In thinking about friendships, I was reminded about qualities that I enjoy about my marriage. I think that in seeking both good relationships with people both in friendship and eventually in marriage, you will find certain qualities will show up. First, here are some of my assumptions:
- God does not send us into confusion. He is a God of peace.Although we may be unclear about many things and may have our troubles and struggles, his voice is a calming and centering, making clear the next step.
- Ultimately, God is not interested in what we accomplish, but in the sort of person we are becoming. As we go through difficulties and ask our questions, he will lead us in such a way that we become more like Jesus internally as well as externally. This means he leads us into a path where we will confidently trust him.
- I believe we can determine the "rightness" of external circumstances by the "rightness" of internal leadings and outcomes. In short, the way of righteousness will be governed by hearing God's voice and will bring about more love for him and others.
Right now you are exploring, evaluating, and enjoying a shared social existence with other people. Your social context is part of your soul. In sharing it you create relationships, places where your souls are interacting. As you relate, you will find these relationships will generally aid or distract you from your life in Christ.

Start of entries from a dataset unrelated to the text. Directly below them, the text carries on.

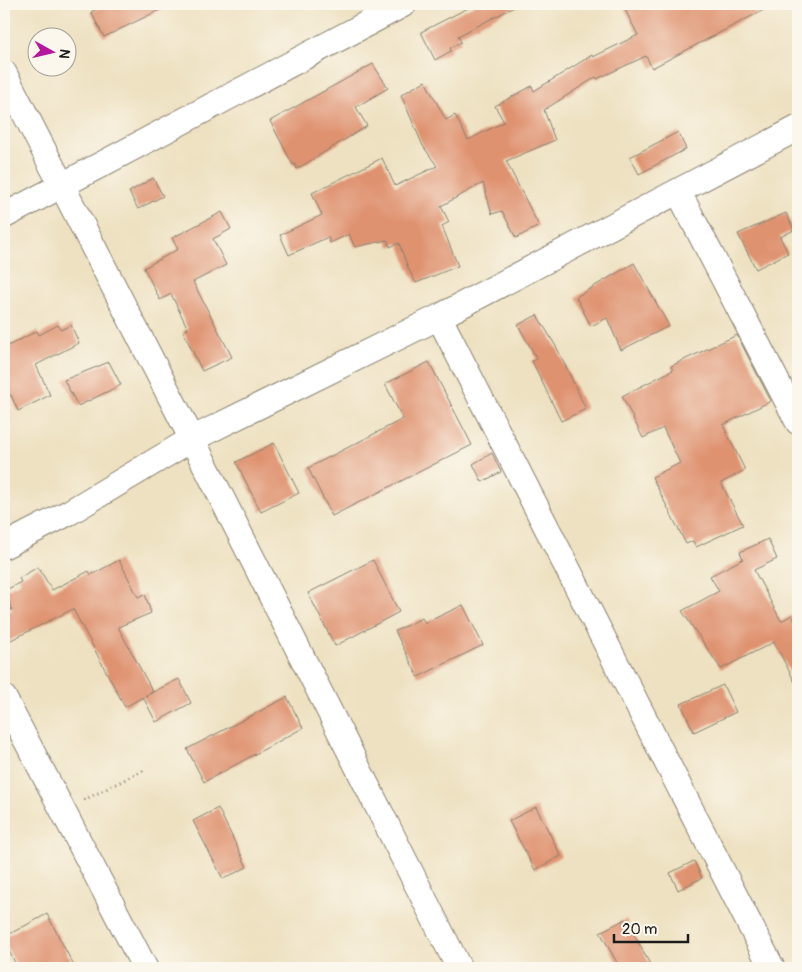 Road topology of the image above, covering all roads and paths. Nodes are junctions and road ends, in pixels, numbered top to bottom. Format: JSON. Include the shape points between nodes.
{"nodes":[{"id":1,"x":404,"y":4,"type":"edge"},
{"id":2,"x":4,"y":73,"type":"edge"},
{"id":3,"x":798,"y":128,"type":"edge"},
{"id":4,"x":62,"y":186,"type":"junction"},
{"id":5,"x":678,"y":192,"type":"junction"},
{"id":6,"x":4,"y":216,"type":"edge"},
{"id":7,"x":438,"y":317,"type":"junction"},
{"id":8,"x":798,"y":422,"type":"edge"},
{"id":9,"x":192,"y":438,"type":"junction"},
{"id":10,"x":4,"y":546,"type":"edge"},
{"id":11,"x":4,"y":698,"type":"edge"},
{"id":12,"x":146,"y":769,"type":"dead end"},
{"id":13,"x":62,"y":811,"type":"junction"},
{"id":14,"x":145,"y":968,"type":"edge"},
{"id":15,"x":459,"y":968,"type":"edge"},
{"id":16,"x":772,"y":968,"type":"edge"}],
"edges":[{"from":1,"to":4,"type":"street"},
{"from":2,"to":4,"type":"street"},
{"from":3,"to":5,"type":"street"},
{"from":4,"to":6,"type":"street"},
{"from":4,"to":9,"type":"street"},
{"from":5,"to":7,"type":"street"},
{"from":5,"to":8,"type":"street"},
{"from":7,"to":9,"type":"street"},
{"from":7,"to":16,"type":"street"},
{"from":9,"to":10,"type":"street","via":[[70,512]]},
{"from":9,"to":15,"type":"street"},
{"from":11,"to":13,"type":"street"},
{"from":12,"to":13,"type":"path"},
{"from":13,"to":14,"type":"street"}]}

As intimacy increases, the sharing has begun to include other parts of your life as well: your bodies, your minds, and your hearts. As a relationship grows, it begins to have a life of its own. The way you are when you're together. The kinds of things you do. The kinds of plans you make. That life consists of experiences.
As you continue to look at your experiences, if you are following God's calling individually as well as together, I think you will find yourselves:
- Seeking to know Christ as he is particularly through Bible reading/study/meditation.

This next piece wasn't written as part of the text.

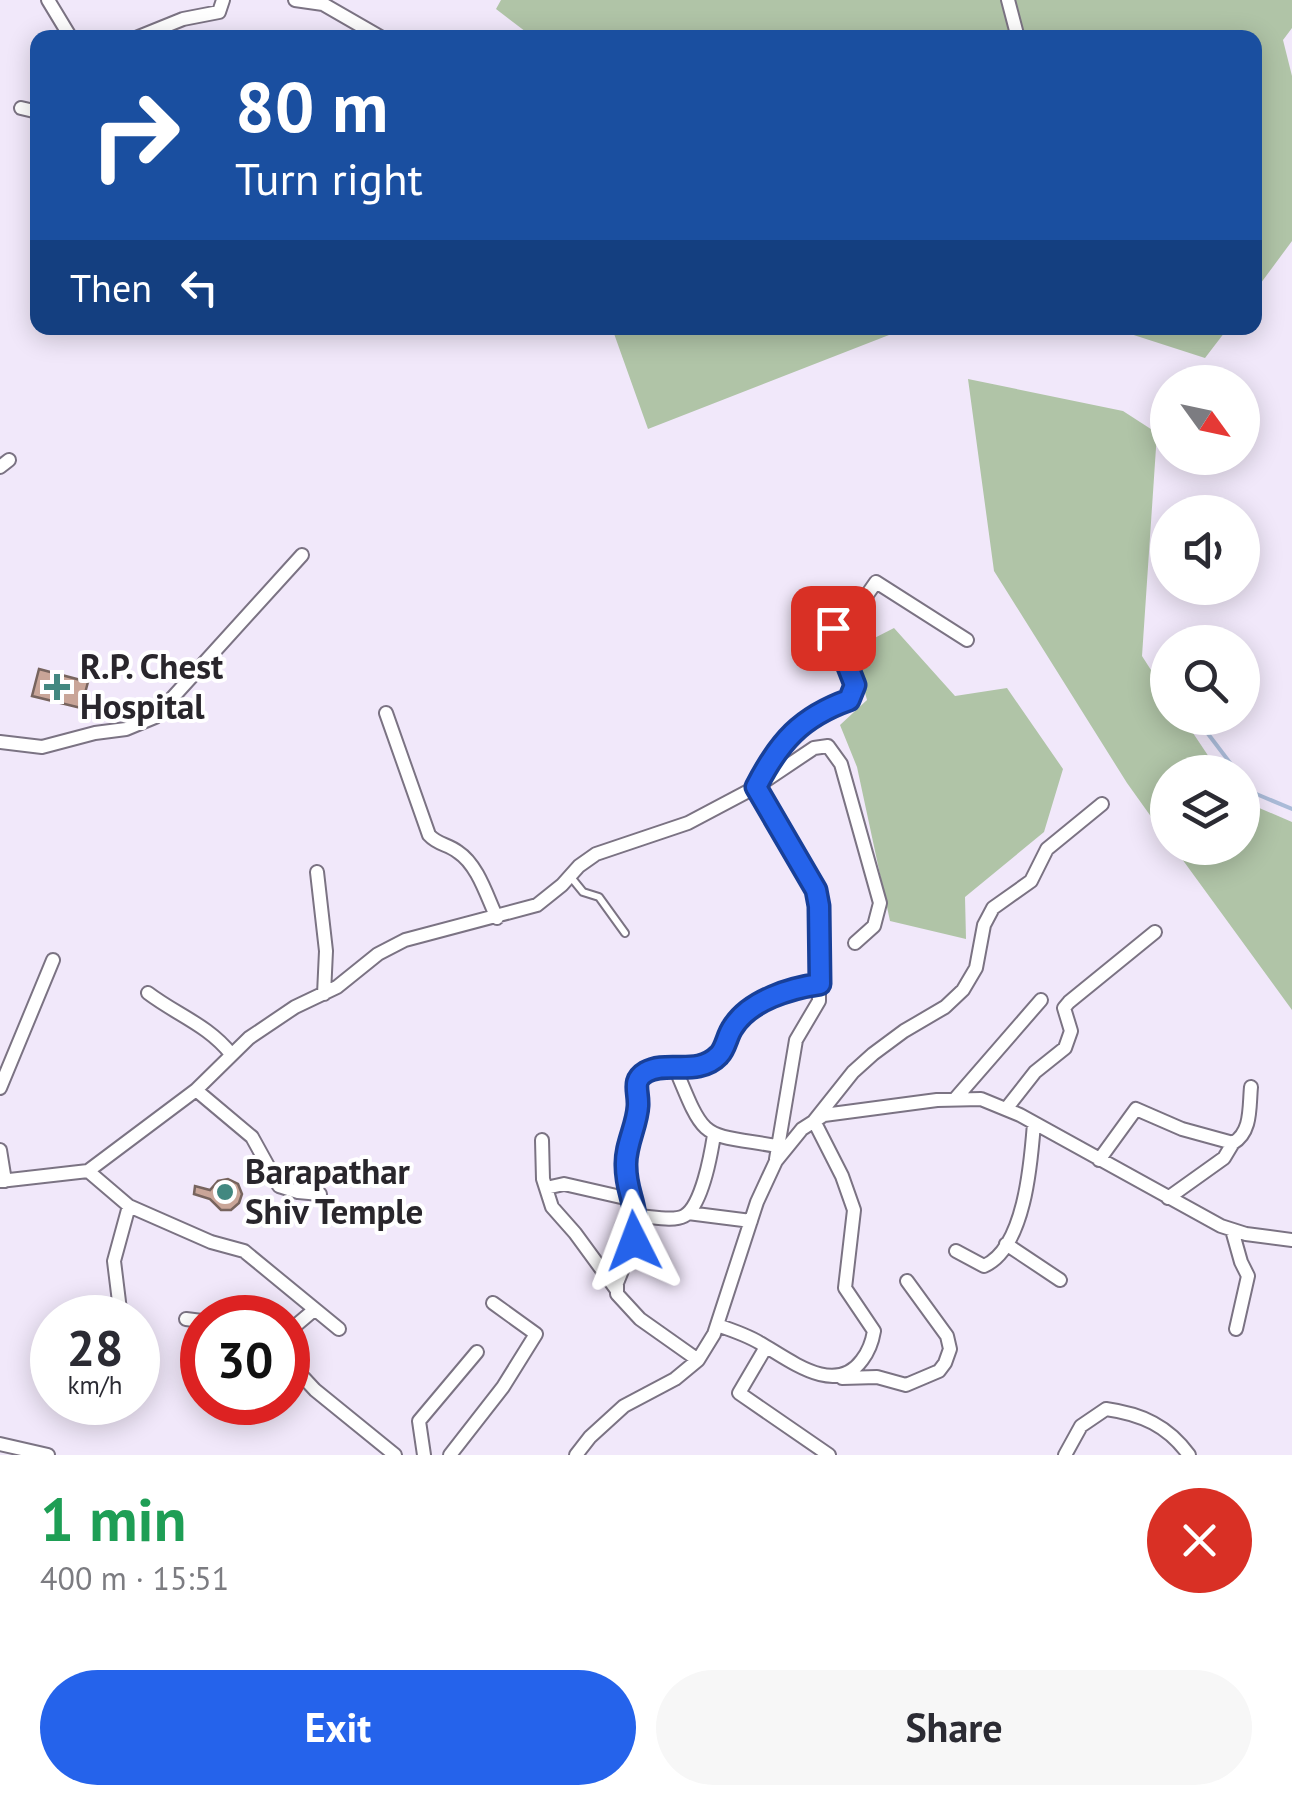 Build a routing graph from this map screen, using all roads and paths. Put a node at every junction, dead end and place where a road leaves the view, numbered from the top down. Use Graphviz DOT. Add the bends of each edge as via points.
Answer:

- Seeking to know Christ's voice as he speaks to you in prayer.
- Living a sacred life together, where all things are from God, with God, and for God.
- Living a supernatural life, where you sense and rely on the Spirit regularly.

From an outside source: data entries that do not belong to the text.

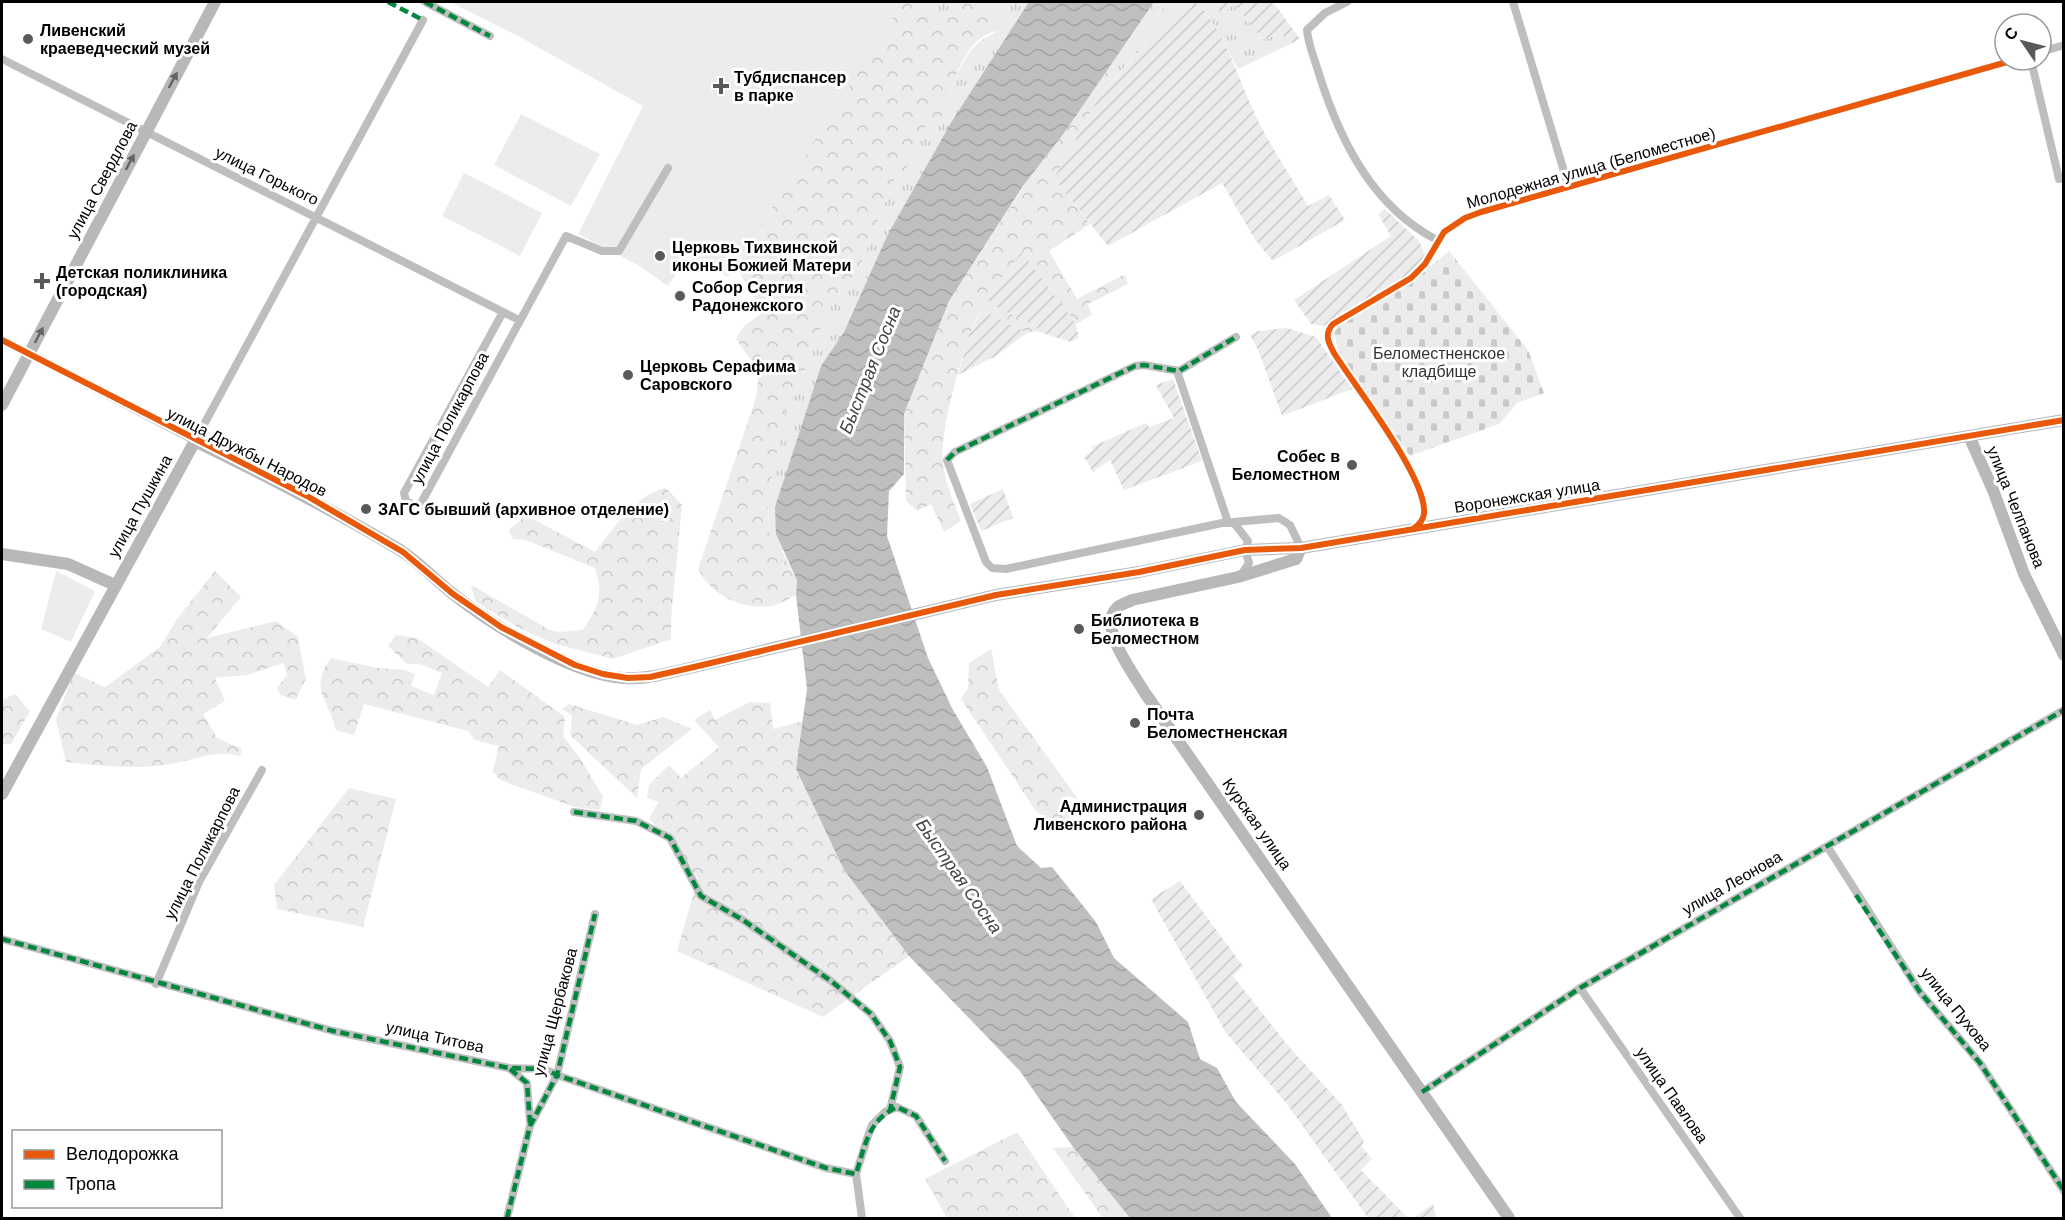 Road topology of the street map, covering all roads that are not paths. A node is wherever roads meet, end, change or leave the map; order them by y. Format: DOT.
graph roads {
  1 [pos="215,2"];
  2 [pos="425,2"];
  3 [pos="1347,2"];
  4 [pos="1513,2"];
  5 [pos="423,20"];
  6 [pos="490,36"];
  7 [pos="2,59"];
  8 [pos="1993,66"];
  9 [pos="2034,72"];
  10 [pos="146,132"];
  11 [pos="668,168"];
  12 [pos="2059,179"];
  13 [pos="1569,188"];
  14 [pos="317,218"];
  15 [pos="1437,240"];
  16 [pos="503,312"];
  17 [pos="519,320"];
  18 [pos="1236,337"];
  19 [pos="2,340"];
  20 [pos="28,354"];
  21 [pos="1177,371"];
  22 [pos="2,405"];
  23 [pos="2064,420"];
  24 [pos="1969,436"];
  25 [pos="195,441"];
  26 [pos="1231,523"];
  27 [pos="1414,528"];
  28 [pos="1301,548"];
  29 [pos="1245,549"];
  30 [pos="2,554"];
  31 [pos="1238,577"];
  32 [pos="115,585"];
  33 [pos="996,595"];
  34 [pos="2064,655"];
  35 [pos="2064,710"];
  36 [pos="262,770"];
  37 [pos="2,794"];
  38 [pos="574,812"];
  39 [pos="1827,846"];
  40 [pos="595,914"];
  41 [pos="2,939"];
  42 [pos="156,984"];
  43 [pos="1580,988"];
  44 [pos="509,1068"];
  45 [pos="557,1076"];
  46 [pos="1422,1092"];
  47 [pos="890,1110"];
  48 [pos="530,1126"];
  49 [pos="945,1161"];
  50 [pos="856,1174"];
  51 [pos="2064,1191"];
  52 [pos="507,1218"];
  53 [pos="862,1218"];
  54 [pos="1509,1218"];
  55 [pos="1740,1218"];
  10 -- 1 [label="street, улица Свердлова, one-way"];
  2 -- 6 [label="street"];
  3 -- 15 [label="street"];
  4 -- 13 [label="street"];
  5 -- 14 [label="street, улица Пушкина"];
  7 -- 10 [label="street, улица Горького"];
  8 -- 13 [label="street, Молодежная улица (Беломестное)"];
  9 -- 12 [label="street"];
  10 -- 14 [label="street, улица Горького"];
  20 -- 10 [label="street, улица Свердлова, one-way"];
  11 -- 17 [label="street, улица Поликарпова"];
  13 -- 15 [label="street, Молодежная улица (Беломестное)"];
  14 -- 16 [label="street, улица Горького"];
  14 -- 25 [label="street, улица Пушкина"];
  15 -- 27 [label="street, Молодежная улица (Беломестное)"];
  16 -- 17 [label="street, улица Горького"];
  16 -- 17 [label="street, улица Поликарпова"];
  18 -- 21 [label="street"];
  19 -- 20 [label="street"];
  20 -- 22 [label="street, улица Свердлова"];
  20 -- 25 [label="street, улица Дружбы Народов"];
  21 -- 26 [label="street"];
  21 -- 26 [label="street"];
  23 -- 24 [label="street, Воронежская улица"];
  24 -- 27 [label="street, Воронежская улица"];
  24 -- 34 [label="street, улица Челпанова"];
  25 -- 32 [label="street, улица Пушкина"];
  25 -- 33 [label="street, улица Дружбы Народов"];
  26 -- 28 [label="street"];
  26 -- 29 [label="street"];
  27 -- 28 [label="street, Воронежская улица"];
  28 -- 29 [label="street, Воронежская улица"];
  28 -- 31 [label="street, Курская улица"];
  29 -- 31 [label="street"];
  29 -- 33 [label="street, Воронежская улица"];
  30 -- 32 [label="street"];
  31 -- 46 [label="street, Курская улица"];
  32 -- 37 [label="street, улица Пушкина"];
  35 -- 39 [label="street, улица Леонова"];
  36 -- 42 [label="street, улица Поликарпова"];
  38 -- 47 [label="street"];
  39 -- 43 [label="street, улица Леонова"];
  39 -- 51 [label="street, улица Пухова"];
  40 -- 45 [label="street, улица Щербакова"];
  41 -- 42 [label="street, улица Титова"];
  42 -- 44 [label="street, улица Титова"];
  43 -- 46 [label="street, улица Леонова"];
  43 -- 55 [label="street, улица Павлова"];
  44 -- 45 [label="street, улица Титова"];
  44 -- 48 [label="street"];
  45 -- 48 [label="street, улица Щербакова"];
  45 -- 50 [label="street, улица Титова"];
  46 -- 54 [label="street, Курская улица"];
  47 -- 49 [label="street"];
  47 -- 50 [label="street"];
  48 -- 52 [label="street, улица Щербакова"];
  50 -- 53 [label="street"];
}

- The outcome (not the goal) of such living is a blameless, moral life of holiness.
- Another outcome of such living is a compassionate life of caring for other people.
Of course all these things don't come all at once, but you should sense their growth in God-honoring and God-led relationships.
As far as for deeper relationships in particular, I think three areas are good to note:
- In your spiritual life you can pray together, and worship together with others.
- In your intimacy, you enjoy deep conversations and find each other delightful and attractive or interesting.
- In everyday life, you laugh and play together, and can work well together.
In searching for deeper friendships, I think you may be able to use these areas to discover people you really can connect with. You can seek one area in a group or event and pay extra attention to people you have further connections with.
For instance, you may seek a church or small group where you can pray with individuals and worship well corporately. In the midst of such a group, you might look for connections with people in everyday life, like playing, laughing, and working together. Or you may find someone particularly attractive or interesting in conversation. You may go to an event that you find to be fun and then look for people that you connect with with spiritually or in intimacy. Or you may meet someone in a place that you can connect with rather easily in intimacy and you have further times with them to find out if you connect in everyday life and in your spirituality.
How this works out varies, but basically I think you put make yourself present at various occasions or in various groups where you share an interest spiritually or in everyday life. In the context of the group you look further for people you can share with in other ways. I think you can find special people this way.
Search out spiritual groups where you can pray or worship. Look for a group that shares your laughter, your play, or your work. Pay attention if someone grabs your interest in conversation or as interesting or attractive. Then as you go, look for other connections with those people. Many times you will not find more connections, but you may still want to be in a group or keep good conversation going with certain people anyway. Not every friendship has to be a deep one. However, don't give up looking for really good friendships or anticipating meeting your future spouse. It will happen and it will be something that is both a "revelation" and a discovery.